I'm enrolled in Oregon State University's PDC Pro course. This is the Permaculture Design Certificate for people who plan to design professionally.

It's the middle of the fourth week of a 20-week program and I'm learning so much! Not just about permaculture but about the land itself and my family's relationship to it.

So, I want to record these things. This blog seems a pretty logical place to do that, for reasons I'll explain in the next post.

So, hi again!

For grins and giggles, a video about charging my power tool batteries from solar.

I forgot to post when we discovered that the big old train trestle beam had a whole bunch of hollow places in it. That makes it completely unsuitable for a foundation.

For now, the tiny house is on blocks. But I don't like it.

A stem with some enormous leaves, bigger than the hand next to them; pawpaw tree.

Ken wins the big leaf contest.

A stem with a few broad leaves, a green label, and a piece of pool noodle around it; pawpaw tree.

Georgia is doing fairly well.

A stem with lots of new leaves, a white label, and a piece of pool noodle; pawpaw tree.

Tucky gets the prize for most numerous leaves.

Next to an orange trailer and a segment of portable fence, jagged leaves in clusters of five; Virginia creeper.

Oh noes! While I was gone, the Virginia creeper totally swallowed up my common violets! Guess I have to weed eat.
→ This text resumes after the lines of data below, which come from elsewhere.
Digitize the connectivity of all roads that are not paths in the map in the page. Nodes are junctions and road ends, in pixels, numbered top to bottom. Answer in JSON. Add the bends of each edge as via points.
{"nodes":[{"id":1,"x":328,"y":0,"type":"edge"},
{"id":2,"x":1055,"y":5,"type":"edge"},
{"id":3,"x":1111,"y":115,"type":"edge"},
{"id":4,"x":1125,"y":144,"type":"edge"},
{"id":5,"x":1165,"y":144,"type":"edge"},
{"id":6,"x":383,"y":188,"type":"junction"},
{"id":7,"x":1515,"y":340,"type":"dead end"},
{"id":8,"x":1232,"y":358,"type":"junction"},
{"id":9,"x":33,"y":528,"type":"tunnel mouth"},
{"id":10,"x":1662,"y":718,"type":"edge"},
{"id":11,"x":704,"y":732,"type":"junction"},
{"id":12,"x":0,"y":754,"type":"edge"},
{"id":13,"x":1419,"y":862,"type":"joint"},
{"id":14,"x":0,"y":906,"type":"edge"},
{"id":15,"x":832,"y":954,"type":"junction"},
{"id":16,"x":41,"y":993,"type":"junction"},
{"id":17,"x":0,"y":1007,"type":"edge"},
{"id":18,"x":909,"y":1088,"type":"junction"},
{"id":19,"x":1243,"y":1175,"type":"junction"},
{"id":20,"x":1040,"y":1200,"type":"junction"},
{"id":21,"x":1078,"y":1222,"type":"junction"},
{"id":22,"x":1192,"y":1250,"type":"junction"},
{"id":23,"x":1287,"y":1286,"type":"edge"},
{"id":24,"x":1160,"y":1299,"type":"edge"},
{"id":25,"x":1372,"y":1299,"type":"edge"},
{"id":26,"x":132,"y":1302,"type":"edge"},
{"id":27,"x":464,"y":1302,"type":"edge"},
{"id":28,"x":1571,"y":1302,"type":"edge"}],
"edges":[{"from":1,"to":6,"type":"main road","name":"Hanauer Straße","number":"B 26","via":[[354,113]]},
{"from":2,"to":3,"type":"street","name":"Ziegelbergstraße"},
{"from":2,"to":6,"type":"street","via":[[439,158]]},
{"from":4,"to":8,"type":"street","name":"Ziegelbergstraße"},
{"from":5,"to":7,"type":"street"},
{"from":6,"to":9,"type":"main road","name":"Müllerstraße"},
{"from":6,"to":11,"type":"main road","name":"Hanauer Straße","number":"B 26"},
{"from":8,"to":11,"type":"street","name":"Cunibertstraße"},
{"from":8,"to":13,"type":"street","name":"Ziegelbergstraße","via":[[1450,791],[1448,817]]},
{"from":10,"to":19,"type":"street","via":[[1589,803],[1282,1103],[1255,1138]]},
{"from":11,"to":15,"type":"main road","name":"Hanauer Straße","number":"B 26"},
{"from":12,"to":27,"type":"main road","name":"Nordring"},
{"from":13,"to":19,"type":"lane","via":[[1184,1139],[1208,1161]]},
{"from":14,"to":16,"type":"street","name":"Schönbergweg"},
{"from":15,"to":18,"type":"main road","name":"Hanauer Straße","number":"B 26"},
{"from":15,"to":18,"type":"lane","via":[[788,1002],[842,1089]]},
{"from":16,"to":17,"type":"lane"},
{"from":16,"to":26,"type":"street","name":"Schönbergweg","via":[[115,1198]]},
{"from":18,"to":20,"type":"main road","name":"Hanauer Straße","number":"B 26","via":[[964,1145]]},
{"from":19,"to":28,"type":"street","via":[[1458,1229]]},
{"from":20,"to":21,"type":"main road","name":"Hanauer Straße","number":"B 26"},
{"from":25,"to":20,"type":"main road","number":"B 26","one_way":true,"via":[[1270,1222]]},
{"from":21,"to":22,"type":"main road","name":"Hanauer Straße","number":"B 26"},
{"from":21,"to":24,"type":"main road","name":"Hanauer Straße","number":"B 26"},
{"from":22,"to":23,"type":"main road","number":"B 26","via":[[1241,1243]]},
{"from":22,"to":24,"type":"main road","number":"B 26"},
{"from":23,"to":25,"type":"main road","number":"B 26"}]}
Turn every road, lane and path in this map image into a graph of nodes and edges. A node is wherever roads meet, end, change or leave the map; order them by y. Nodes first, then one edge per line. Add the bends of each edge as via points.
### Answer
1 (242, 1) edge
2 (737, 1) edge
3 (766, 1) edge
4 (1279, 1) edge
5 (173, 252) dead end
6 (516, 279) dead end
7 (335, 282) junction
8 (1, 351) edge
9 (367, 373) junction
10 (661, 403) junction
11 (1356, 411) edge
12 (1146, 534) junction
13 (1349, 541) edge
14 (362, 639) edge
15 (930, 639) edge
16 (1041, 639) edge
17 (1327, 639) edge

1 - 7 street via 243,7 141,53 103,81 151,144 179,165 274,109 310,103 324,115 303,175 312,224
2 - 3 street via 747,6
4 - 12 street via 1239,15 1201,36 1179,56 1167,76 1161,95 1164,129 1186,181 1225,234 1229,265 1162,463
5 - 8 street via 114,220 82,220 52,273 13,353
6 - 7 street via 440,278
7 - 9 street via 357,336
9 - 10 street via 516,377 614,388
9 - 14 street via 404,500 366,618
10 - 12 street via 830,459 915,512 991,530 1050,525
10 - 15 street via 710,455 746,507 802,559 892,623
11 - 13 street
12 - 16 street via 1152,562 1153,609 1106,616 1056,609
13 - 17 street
I know I'm not supposed to love Virginia creepier but I can't help it. It's native. And it fulfills the nightmare scenario that people attribute to kudzu.

Kudzu, after all, can't eat the South whole because it requires direct sunlight. If it could, it would have done so decades ago.

Virginia creeper is just fine in the shade. And prolific as hell.

A Bluetti EB3A power statioin next to a Dell laptop, connected by a USB-C cable.

I was upset when my workplace replaced my laptop because the new one would not charge from any of my three power stations via USB-C. I do not like converting electricity from DC to AC just to transfer it and then render it DC once more. Lossy!

Then, one time I plugged in my newer personal laptop, which had the same problem, to a phone charger. It actually told me the problem in its error message. It needs at least 27 watts. Phone chargers are like 5 watts. I guess my older power stations also don't go so high.

The new Bluettis, it turns out, can charge up to 100 watts on USB-C. Much better! It says the draw is 12 watts right now rather than 27, but I'm pleased not to lose precious converted sunlight going to AC and back.